##### Provided entries

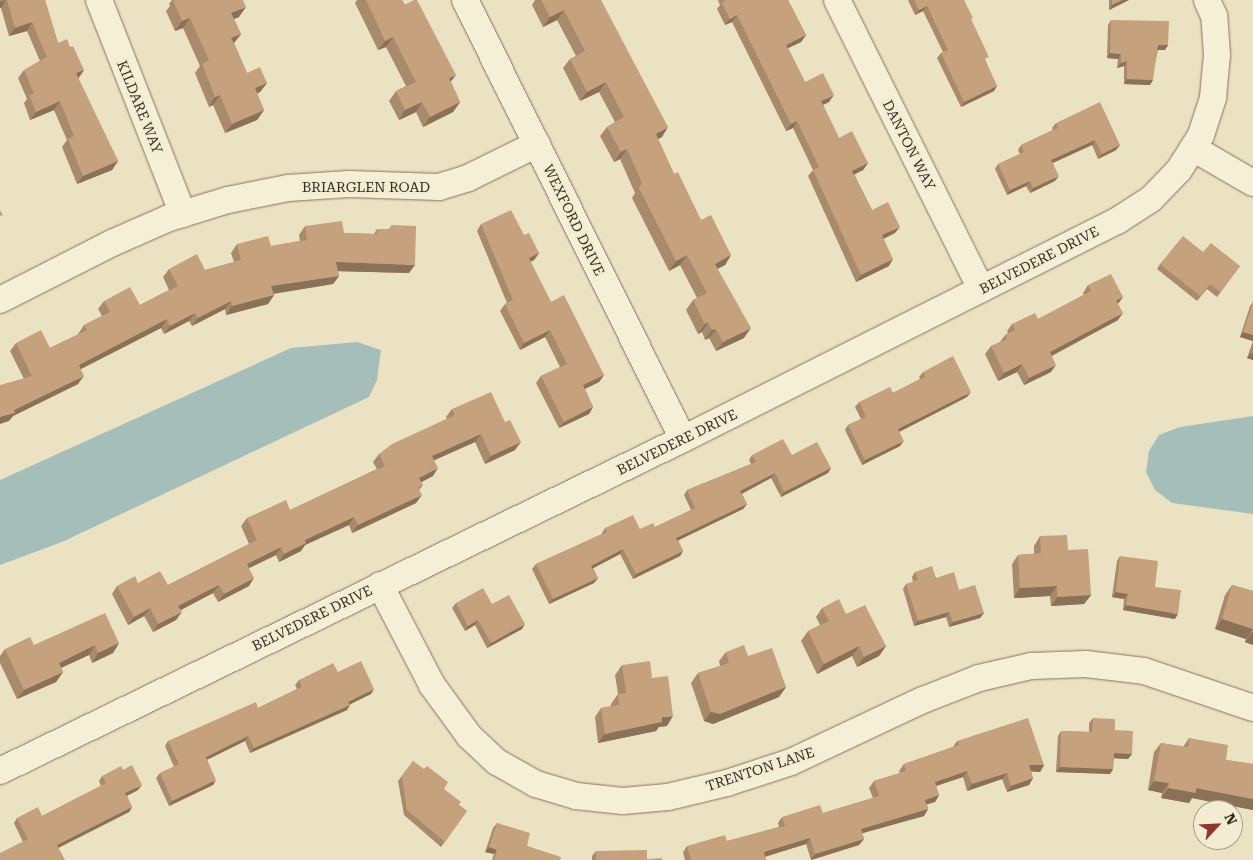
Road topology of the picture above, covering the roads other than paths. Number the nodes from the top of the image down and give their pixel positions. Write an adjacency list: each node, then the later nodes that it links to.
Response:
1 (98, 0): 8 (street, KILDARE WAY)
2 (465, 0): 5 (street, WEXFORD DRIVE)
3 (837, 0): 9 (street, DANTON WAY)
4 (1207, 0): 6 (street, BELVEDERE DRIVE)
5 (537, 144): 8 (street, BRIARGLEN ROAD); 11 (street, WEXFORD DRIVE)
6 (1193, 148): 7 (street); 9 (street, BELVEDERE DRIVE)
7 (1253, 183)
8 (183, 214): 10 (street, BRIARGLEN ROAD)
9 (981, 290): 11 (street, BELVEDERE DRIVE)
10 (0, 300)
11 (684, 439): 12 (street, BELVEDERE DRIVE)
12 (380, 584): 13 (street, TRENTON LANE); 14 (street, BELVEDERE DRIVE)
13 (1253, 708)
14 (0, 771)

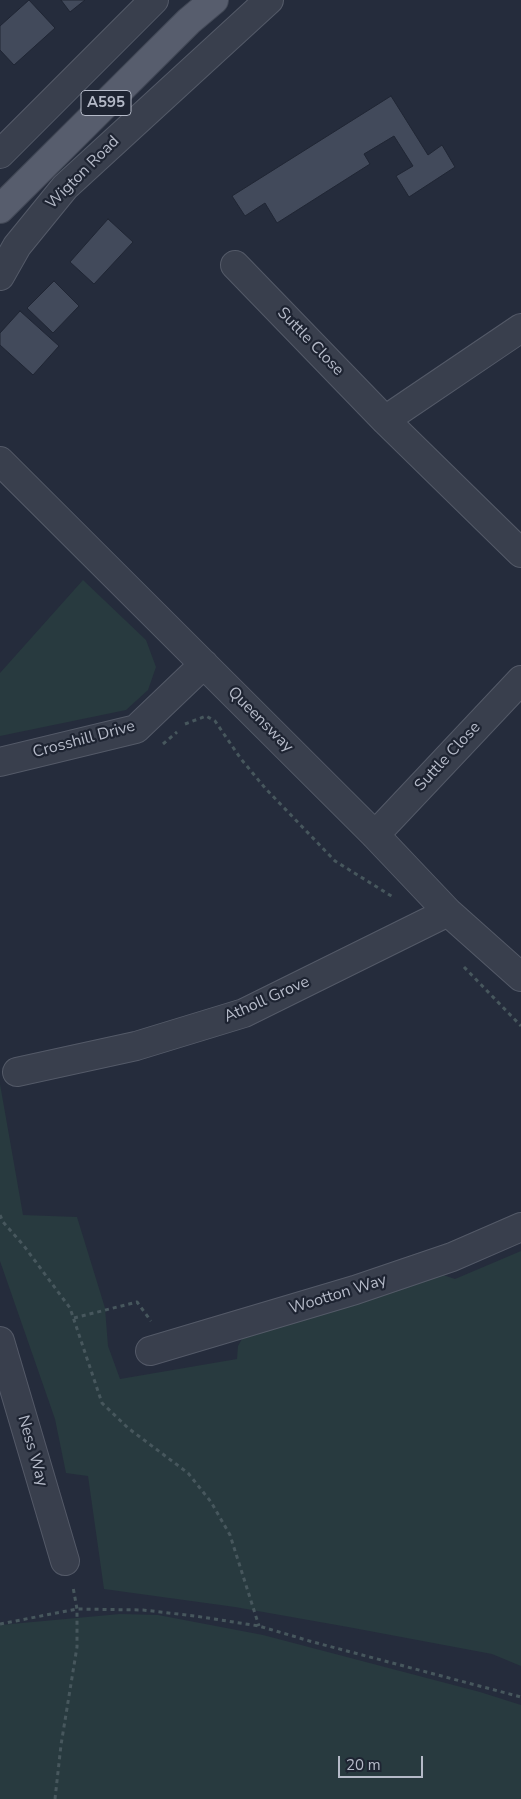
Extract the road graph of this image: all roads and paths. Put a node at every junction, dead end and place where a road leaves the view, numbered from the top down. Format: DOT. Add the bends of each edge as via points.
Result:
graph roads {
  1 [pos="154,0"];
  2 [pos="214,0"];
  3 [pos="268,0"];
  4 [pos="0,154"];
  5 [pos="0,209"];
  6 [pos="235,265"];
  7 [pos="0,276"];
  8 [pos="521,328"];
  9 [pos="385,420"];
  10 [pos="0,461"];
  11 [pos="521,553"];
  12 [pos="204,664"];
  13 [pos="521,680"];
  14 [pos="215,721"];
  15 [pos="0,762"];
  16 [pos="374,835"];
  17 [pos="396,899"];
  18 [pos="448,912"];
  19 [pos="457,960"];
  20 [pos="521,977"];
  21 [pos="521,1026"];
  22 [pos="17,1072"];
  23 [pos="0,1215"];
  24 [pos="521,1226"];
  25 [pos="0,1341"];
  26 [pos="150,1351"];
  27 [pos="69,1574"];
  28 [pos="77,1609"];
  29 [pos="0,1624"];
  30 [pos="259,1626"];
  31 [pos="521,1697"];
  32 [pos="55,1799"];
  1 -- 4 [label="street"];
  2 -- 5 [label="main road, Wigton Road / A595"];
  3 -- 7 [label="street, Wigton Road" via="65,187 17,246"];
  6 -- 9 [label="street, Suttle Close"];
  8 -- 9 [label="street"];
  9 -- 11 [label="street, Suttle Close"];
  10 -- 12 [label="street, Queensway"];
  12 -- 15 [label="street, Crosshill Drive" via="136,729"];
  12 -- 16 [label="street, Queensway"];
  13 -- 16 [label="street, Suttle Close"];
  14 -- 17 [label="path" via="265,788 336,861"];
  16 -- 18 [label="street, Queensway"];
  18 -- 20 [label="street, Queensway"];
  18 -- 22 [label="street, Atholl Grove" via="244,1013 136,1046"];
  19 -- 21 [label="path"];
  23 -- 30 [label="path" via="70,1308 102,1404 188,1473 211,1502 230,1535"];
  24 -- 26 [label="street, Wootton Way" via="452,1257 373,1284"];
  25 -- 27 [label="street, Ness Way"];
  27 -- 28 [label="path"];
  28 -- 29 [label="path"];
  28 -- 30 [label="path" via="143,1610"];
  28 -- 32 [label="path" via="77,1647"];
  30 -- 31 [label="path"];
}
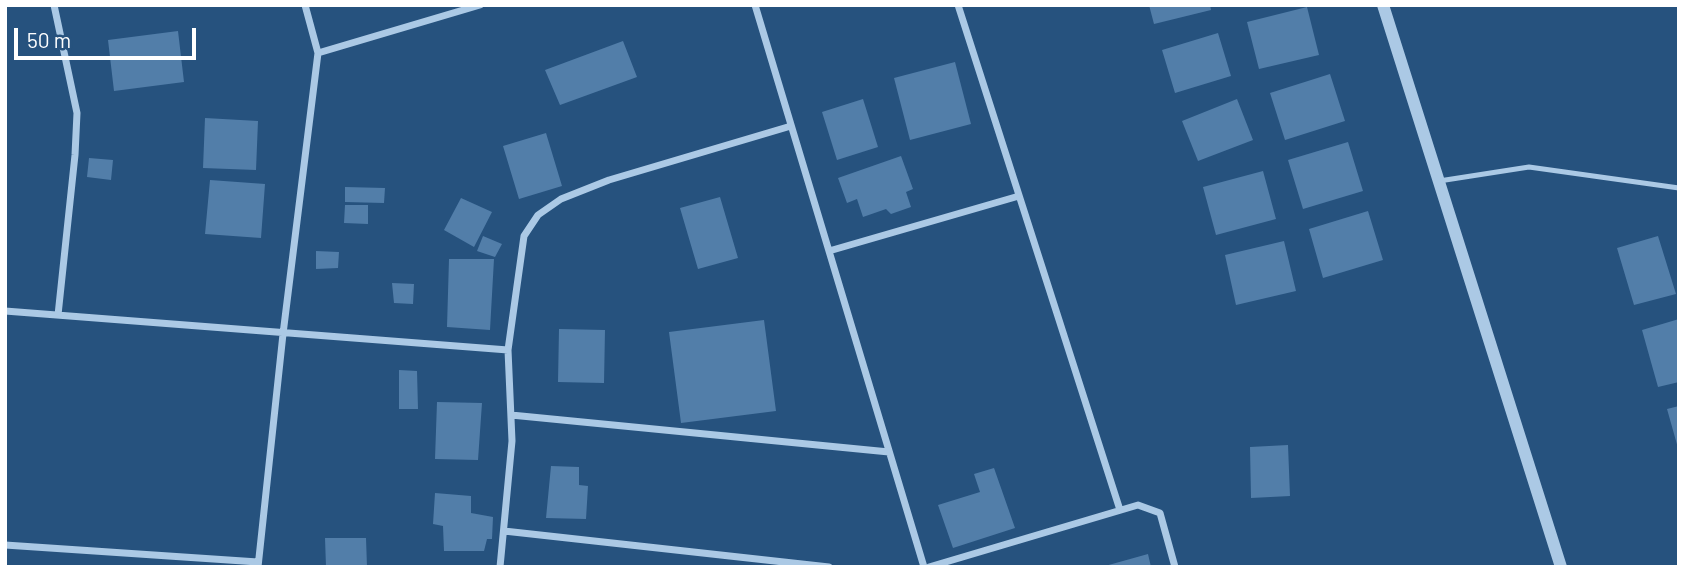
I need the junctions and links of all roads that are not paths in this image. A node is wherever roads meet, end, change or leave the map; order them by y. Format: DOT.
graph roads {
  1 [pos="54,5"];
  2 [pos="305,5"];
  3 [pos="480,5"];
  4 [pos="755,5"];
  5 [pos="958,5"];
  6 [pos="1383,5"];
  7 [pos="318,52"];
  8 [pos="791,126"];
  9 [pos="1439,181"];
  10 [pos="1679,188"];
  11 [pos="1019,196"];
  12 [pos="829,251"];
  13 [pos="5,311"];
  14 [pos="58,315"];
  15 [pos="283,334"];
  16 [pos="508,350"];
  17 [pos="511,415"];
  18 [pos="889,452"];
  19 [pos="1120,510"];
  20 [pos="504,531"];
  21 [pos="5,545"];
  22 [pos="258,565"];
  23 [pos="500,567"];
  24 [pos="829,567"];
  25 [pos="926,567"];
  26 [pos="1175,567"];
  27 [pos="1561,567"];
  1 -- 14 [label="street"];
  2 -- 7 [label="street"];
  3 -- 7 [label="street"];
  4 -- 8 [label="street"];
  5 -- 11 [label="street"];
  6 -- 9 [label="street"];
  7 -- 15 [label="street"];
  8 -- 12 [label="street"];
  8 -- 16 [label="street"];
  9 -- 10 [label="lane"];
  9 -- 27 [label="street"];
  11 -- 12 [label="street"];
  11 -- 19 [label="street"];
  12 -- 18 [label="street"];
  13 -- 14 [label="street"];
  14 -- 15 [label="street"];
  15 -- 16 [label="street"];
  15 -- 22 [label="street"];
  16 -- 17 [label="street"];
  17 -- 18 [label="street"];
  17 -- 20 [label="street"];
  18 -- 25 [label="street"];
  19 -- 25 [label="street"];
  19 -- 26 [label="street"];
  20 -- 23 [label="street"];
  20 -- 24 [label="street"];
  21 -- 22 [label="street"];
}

##########

→ Aim of the task
Only the text of the records above, copied exactly, should be returned; the pictures stay out.

→ Result below
Road topology of the picture above, covering the roads other than paths. Number the nodes from the top of the image down and give their pixel positions. Write an adjacency list: each node, then the later nodes that it links to.
Response:
1 (98, 0): 8 (street, KILDARE WAY)
2 (465, 0): 5 (street, WEXFORD DRIVE)
3 (837, 0): 9 (street, DANTON WAY)
4 (1207, 0): 6 (street, BELVEDERE DRIVE)
5 (537, 144): 8 (street, BRIARGLEN ROAD); 11 (street, WEXFORD DRIVE)
6 (1193, 148): 7 (street); 9 (street, BELVEDERE DRIVE)
7 (1253, 183)
8 (183, 214): 10 (street, BRIARGLEN ROAD)
9 (981, 290): 11 (street, BELVEDERE DRIVE)
10 (0, 300)
11 (684, 439): 12 (street, BELVEDERE DRIVE)
12 (380, 584): 13 (street, TRENTON LANE); 14 (street, BELVEDERE DRIVE)
13 (1253, 708)
14 (0, 771)

Extract the road graph of this image: all roads and paths. Put a node at every junction, dead end and place where a road leaves the view, numbered from the top down. Format: DOT. Add the bends of each edge as via points.
Result:
graph roads {
  1 [pos="154,0"];
  2 [pos="214,0"];
  3 [pos="268,0"];
  4 [pos="0,154"];
  5 [pos="0,209"];
  6 [pos="235,265"];
  7 [pos="0,276"];
  8 [pos="521,328"];
  9 [pos="385,420"];
  10 [pos="0,461"];
  11 [pos="521,553"];
  12 [pos="204,664"];
  13 [pos="521,680"];
  14 [pos="215,721"];
  15 [pos="0,762"];
  16 [pos="374,835"];
  17 [pos="396,899"];
  18 [pos="448,912"];
  19 [pos="457,960"];
  20 [pos="521,977"];
  21 [pos="521,1026"];
  22 [pos="17,1072"];
  23 [pos="0,1215"];
  24 [pos="521,1226"];
  25 [pos="0,1341"];
  26 [pos="150,1351"];
  27 [pos="69,1574"];
  28 [pos="77,1609"];
  29 [pos="0,1624"];
  30 [pos="259,1626"];
  31 [pos="521,1697"];
  32 [pos="55,1799"];
  1 -- 4 [label="street"];
  2 -- 5 [label="main road, Wigton Road / A595"];
  3 -- 7 [label="street, Wigton Road" via="65,187 17,246"];
  6 -- 9 [label="street, Suttle Close"];
  8 -- 9 [label="street"];
  9 -- 11 [label="street, Suttle Close"];
  10 -- 12 [label="street, Queensway"];
  12 -- 15 [label="street, Crosshill Drive" via="136,729"];
  12 -- 16 [label="street, Queensway"];
  13 -- 16 [label="street, Suttle Close"];
  14 -- 17 [label="path" via="265,788 336,861"];
  16 -- 18 [label="street, Queensway"];
  18 -- 20 [label="street, Queensway"];
  18 -- 22 [label="street, Atholl Grove" via="244,1013 136,1046"];
  19 -- 21 [label="path"];
  23 -- 30 [label="path" via="70,1308 102,1404 188,1473 211,1502 230,1535"];
  24 -- 26 [label="street, Wootton Way" via="452,1257 373,1284"];
  25 -- 27 [label="street, Ness Way"];
  27 -- 28 [label="path"];
  28 -- 29 [label="path"];
  28 -- 30 [label="path" via="143,1610"];
  28 -- 32 [label="path" via="77,1647"];
  30 -- 31 [label="path"];
}
I need the junctions and links of all roads that are not paths in this image. A node is wherever roads meet, end, change or leave the map; order them by y. Format: DOT.
graph roads {
  1 [pos="54,5"];
  2 [pos="305,5"];
  3 [pos="480,5"];
  4 [pos="755,5"];
  5 [pos="958,5"];
  6 [pos="1383,5"];
  7 [pos="318,52"];
  8 [pos="791,126"];
  9 [pos="1439,181"];
  10 [pos="1679,188"];
  11 [pos="1019,196"];
  12 [pos="829,251"];
  13 [pos="5,311"];
  14 [pos="58,315"];
  15 [pos="283,334"];
  16 [pos="508,350"];
  17 [pos="511,415"];
  18 [pos="889,452"];
  19 [pos="1120,510"];
  20 [pos="504,531"];
  21 [pos="5,545"];
  22 [pos="258,565"];
  23 [pos="500,567"];
  24 [pos="829,567"];
  25 [pos="926,567"];
  26 [pos="1175,567"];
  27 [pos="1561,567"];
  1 -- 14 [label="street"];
  2 -- 7 [label="street"];
  3 -- 7 [label="street"];
  4 -- 8 [label="street"];
  5 -- 11 [label="street"];
  6 -- 9 [label="street"];
  7 -- 15 [label="street"];
  8 -- 12 [label="street"];
  8 -- 16 [label="street"];
  9 -- 10 [label="lane"];
  9 -- 27 [label="street"];
  11 -- 12 [label="street"];
  11 -- 19 [label="street"];
  12 -- 18 [label="street"];
  13 -- 14 [label="street"];
  14 -- 15 [label="street"];
  15 -- 16 [label="street"];
  15 -- 22 [label="street"];
  16 -- 17 [label="street"];
  17 -- 18 [label="street"];
  17 -- 20 [label="street"];
  18 -- 25 [label="street"];
  19 -- 25 [label="street"];
  19 -- 26 [label="street"];
  20 -- 23 [label="street"];
  20 -- 24 [label="street"];
  21 -- 22 [label="street"];
}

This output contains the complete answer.